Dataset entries
'''

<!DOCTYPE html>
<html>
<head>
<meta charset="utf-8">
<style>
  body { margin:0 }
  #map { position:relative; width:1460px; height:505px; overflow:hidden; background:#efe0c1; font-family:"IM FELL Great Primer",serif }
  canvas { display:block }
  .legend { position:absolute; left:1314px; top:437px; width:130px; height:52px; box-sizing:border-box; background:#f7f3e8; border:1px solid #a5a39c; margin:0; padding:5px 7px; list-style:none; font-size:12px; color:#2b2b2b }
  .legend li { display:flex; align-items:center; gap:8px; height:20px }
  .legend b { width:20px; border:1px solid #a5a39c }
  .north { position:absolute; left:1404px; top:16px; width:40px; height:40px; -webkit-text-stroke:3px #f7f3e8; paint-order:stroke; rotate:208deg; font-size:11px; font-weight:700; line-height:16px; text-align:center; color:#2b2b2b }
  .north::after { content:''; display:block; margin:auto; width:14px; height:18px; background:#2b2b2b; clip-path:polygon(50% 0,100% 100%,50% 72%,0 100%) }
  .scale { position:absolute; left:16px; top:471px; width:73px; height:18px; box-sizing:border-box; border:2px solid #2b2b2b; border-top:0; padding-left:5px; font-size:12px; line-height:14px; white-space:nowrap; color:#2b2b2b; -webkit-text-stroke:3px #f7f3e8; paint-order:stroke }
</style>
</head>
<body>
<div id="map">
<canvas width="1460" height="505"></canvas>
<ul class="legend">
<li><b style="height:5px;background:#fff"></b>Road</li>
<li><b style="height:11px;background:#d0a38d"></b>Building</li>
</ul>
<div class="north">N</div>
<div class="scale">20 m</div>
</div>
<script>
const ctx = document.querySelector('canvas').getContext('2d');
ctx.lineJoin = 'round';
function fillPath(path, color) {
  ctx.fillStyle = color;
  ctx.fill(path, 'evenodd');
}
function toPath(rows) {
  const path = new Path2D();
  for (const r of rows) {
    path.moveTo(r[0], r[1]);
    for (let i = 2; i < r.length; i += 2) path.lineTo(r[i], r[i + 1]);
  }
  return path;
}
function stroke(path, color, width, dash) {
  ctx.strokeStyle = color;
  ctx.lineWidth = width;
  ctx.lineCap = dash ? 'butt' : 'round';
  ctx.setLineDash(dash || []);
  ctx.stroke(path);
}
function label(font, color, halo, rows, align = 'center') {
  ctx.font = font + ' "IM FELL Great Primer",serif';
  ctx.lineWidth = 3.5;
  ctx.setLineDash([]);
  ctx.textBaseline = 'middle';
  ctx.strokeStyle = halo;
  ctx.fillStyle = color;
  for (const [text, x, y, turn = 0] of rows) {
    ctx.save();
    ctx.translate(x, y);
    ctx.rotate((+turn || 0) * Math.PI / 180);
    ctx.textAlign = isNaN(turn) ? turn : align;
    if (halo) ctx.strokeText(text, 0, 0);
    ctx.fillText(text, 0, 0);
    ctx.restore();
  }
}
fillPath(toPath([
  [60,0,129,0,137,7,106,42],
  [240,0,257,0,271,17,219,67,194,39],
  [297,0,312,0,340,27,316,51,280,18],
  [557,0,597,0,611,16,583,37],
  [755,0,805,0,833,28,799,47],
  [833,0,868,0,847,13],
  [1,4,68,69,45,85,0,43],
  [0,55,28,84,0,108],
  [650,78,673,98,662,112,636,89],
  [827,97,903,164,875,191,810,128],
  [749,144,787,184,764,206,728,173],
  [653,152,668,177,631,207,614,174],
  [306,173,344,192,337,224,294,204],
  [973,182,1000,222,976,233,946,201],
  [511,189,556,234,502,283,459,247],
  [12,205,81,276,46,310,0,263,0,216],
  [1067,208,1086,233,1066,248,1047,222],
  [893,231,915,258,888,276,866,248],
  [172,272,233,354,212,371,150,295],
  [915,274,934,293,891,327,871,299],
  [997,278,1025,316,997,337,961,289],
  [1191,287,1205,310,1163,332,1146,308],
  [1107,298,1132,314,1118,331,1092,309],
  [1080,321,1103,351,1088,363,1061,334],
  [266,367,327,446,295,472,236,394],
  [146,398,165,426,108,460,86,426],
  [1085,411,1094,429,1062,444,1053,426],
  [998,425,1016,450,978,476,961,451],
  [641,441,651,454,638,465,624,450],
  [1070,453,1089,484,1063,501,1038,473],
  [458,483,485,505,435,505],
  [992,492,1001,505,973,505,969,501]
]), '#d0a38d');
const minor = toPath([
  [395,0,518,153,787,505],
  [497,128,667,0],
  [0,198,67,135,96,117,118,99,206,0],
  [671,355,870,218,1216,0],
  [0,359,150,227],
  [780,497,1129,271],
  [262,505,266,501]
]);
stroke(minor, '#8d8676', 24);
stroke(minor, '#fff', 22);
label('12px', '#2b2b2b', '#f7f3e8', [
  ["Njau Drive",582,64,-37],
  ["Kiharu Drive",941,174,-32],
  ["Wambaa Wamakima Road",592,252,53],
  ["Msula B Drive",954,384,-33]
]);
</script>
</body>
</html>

'''
'''

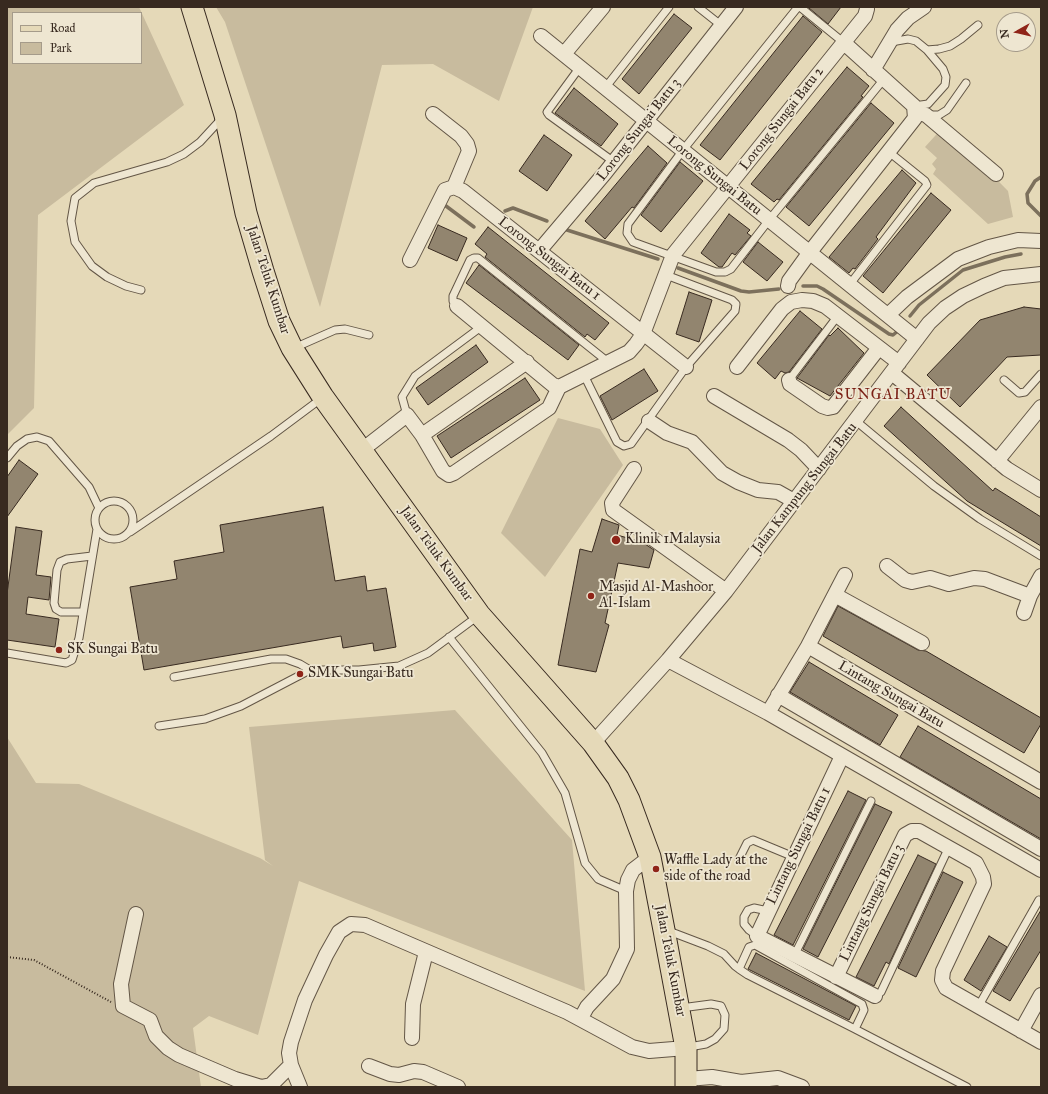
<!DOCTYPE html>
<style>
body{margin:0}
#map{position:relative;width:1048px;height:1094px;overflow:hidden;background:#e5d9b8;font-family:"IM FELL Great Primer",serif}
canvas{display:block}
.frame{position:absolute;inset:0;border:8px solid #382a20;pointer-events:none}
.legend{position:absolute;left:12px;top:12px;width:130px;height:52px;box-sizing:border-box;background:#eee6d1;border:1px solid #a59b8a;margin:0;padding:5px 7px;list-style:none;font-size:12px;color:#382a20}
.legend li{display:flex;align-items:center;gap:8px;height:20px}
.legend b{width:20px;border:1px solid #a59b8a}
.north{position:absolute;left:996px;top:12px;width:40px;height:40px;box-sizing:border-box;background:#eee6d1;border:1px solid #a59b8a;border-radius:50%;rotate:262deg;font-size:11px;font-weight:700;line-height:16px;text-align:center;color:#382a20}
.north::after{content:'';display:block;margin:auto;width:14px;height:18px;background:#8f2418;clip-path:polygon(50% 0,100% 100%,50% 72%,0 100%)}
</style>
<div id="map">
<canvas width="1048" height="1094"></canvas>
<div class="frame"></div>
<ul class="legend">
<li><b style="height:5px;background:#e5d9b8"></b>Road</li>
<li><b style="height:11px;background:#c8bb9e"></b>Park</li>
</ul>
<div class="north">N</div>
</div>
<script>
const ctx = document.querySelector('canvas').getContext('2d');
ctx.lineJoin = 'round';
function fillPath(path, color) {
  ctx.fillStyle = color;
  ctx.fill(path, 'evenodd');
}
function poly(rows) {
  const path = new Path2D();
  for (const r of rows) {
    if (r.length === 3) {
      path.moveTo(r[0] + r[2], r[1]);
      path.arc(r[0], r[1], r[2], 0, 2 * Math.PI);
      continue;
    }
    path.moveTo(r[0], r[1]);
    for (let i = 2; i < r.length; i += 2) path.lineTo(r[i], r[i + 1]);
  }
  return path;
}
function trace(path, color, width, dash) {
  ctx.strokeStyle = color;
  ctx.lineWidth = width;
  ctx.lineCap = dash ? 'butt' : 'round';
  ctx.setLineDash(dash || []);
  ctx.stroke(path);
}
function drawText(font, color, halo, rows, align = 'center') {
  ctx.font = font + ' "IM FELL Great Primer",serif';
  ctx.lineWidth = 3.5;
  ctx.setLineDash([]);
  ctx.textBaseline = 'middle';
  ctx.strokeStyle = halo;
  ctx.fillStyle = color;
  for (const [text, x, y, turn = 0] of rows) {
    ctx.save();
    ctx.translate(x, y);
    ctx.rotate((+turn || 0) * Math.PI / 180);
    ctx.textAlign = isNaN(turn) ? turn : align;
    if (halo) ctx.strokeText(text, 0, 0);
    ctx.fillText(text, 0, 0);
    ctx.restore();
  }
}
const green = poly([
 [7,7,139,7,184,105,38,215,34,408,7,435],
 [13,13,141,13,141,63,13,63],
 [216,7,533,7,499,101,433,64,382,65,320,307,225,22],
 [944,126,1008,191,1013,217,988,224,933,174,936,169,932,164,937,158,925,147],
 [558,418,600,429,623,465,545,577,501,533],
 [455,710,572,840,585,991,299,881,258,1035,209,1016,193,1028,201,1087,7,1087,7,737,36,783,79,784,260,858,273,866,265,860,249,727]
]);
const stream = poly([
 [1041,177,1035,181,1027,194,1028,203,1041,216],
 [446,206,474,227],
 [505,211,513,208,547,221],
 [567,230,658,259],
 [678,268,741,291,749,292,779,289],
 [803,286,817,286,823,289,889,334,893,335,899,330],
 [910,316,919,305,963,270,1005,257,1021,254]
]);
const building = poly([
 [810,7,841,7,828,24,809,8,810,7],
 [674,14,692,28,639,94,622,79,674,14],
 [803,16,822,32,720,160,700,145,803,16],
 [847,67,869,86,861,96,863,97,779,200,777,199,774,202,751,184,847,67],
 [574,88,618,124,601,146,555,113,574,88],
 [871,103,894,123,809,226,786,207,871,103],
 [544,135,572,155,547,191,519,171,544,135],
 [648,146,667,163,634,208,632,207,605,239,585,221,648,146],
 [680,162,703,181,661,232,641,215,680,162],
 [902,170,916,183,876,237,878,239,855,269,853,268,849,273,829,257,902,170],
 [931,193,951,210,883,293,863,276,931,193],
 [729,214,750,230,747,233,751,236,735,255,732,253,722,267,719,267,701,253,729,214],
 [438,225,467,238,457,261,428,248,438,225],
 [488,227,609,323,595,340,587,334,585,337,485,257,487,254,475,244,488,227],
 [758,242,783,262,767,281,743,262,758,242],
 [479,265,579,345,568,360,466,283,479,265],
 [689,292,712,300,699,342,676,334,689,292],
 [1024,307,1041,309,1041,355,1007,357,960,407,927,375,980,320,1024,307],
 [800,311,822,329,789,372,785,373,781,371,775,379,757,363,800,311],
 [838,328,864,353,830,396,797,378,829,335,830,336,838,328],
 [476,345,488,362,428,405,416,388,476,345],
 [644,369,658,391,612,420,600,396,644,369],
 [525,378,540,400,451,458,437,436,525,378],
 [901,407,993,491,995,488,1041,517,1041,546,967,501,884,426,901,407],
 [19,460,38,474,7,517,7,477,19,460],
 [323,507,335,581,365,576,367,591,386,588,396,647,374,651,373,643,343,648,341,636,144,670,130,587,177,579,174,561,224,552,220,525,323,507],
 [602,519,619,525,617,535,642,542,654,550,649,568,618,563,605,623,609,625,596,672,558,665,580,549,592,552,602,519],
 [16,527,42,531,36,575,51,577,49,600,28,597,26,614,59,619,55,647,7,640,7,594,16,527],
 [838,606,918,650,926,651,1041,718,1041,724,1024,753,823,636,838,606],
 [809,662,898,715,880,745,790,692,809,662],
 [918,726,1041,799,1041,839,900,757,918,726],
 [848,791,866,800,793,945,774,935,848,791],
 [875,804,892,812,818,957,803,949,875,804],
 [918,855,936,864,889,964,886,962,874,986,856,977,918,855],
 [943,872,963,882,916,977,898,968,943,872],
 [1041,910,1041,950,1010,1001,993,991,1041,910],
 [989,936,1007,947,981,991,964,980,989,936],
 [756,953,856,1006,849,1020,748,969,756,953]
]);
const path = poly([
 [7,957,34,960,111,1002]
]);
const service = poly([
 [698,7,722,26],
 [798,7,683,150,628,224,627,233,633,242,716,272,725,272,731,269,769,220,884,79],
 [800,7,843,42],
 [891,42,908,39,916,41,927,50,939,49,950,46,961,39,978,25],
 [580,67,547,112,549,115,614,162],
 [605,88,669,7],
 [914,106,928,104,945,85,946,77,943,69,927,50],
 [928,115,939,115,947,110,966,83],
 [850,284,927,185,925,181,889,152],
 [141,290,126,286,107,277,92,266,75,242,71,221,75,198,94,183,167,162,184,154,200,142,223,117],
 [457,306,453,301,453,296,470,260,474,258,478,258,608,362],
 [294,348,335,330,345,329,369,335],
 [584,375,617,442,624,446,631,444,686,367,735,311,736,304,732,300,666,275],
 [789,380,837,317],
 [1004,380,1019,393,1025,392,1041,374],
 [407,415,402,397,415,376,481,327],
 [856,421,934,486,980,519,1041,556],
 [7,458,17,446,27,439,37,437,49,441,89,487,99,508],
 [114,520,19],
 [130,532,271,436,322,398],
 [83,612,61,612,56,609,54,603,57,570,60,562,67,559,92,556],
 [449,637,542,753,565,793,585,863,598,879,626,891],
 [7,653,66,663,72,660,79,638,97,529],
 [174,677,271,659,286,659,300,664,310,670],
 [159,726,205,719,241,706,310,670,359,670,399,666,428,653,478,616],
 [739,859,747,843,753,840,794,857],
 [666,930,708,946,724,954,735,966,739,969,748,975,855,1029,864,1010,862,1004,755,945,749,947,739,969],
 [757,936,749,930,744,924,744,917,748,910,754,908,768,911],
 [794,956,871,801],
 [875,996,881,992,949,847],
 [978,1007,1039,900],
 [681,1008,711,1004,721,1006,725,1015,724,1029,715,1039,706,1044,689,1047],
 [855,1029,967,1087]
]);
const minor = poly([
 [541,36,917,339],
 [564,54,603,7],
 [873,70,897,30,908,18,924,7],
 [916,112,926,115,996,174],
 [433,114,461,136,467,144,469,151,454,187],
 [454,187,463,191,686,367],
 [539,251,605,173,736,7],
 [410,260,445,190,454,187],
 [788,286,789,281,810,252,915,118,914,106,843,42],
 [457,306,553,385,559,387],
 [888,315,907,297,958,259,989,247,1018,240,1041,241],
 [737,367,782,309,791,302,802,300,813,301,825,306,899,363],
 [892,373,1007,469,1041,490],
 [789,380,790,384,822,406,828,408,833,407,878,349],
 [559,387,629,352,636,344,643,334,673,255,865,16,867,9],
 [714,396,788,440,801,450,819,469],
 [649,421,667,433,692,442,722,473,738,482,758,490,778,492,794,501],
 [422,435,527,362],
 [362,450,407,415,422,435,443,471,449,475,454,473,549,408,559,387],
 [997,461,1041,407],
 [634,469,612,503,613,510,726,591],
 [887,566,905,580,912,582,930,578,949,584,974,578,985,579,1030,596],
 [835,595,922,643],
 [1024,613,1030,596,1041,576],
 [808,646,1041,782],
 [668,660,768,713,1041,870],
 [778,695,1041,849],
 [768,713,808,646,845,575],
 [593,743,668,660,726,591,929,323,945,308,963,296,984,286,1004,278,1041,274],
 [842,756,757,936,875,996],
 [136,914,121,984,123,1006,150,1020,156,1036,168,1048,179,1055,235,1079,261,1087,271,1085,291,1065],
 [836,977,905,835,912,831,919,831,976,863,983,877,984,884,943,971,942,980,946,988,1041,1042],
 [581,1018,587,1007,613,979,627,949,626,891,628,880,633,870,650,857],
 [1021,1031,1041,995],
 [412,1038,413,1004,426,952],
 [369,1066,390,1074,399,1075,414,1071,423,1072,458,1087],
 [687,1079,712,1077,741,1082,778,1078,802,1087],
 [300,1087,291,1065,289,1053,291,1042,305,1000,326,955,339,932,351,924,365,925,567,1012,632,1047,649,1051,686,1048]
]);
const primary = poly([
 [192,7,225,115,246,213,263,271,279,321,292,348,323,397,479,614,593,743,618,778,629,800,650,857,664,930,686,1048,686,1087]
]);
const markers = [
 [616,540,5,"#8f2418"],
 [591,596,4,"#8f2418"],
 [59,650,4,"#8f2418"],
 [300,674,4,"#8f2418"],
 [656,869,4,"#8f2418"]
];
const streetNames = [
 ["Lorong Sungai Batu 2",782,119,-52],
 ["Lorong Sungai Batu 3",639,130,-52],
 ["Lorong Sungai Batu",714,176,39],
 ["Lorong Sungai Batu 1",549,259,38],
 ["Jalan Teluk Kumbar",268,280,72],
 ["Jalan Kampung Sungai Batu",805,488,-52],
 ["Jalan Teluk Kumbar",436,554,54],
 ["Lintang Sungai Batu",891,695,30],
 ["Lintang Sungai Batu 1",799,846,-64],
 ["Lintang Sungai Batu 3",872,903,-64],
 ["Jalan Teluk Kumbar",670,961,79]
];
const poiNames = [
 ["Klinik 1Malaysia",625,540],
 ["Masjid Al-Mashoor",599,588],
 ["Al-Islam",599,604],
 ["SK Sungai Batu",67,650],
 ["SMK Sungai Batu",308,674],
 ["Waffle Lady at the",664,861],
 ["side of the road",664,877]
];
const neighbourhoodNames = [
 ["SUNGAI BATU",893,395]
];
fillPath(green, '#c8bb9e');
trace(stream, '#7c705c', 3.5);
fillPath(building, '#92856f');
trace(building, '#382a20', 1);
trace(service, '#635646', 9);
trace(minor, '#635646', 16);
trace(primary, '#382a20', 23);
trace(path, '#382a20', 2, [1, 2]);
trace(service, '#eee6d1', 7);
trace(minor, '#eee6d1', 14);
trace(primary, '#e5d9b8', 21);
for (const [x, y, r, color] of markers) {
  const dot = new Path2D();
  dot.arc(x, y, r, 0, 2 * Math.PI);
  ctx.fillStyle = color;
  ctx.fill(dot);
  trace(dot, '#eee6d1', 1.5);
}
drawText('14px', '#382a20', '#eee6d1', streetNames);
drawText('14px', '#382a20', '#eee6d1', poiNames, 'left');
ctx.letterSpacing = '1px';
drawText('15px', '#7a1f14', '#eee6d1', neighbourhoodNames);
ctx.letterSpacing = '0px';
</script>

'''

What to work on: Counting every line of the entries that holds the word "items", report the total and no other text.

Result: 2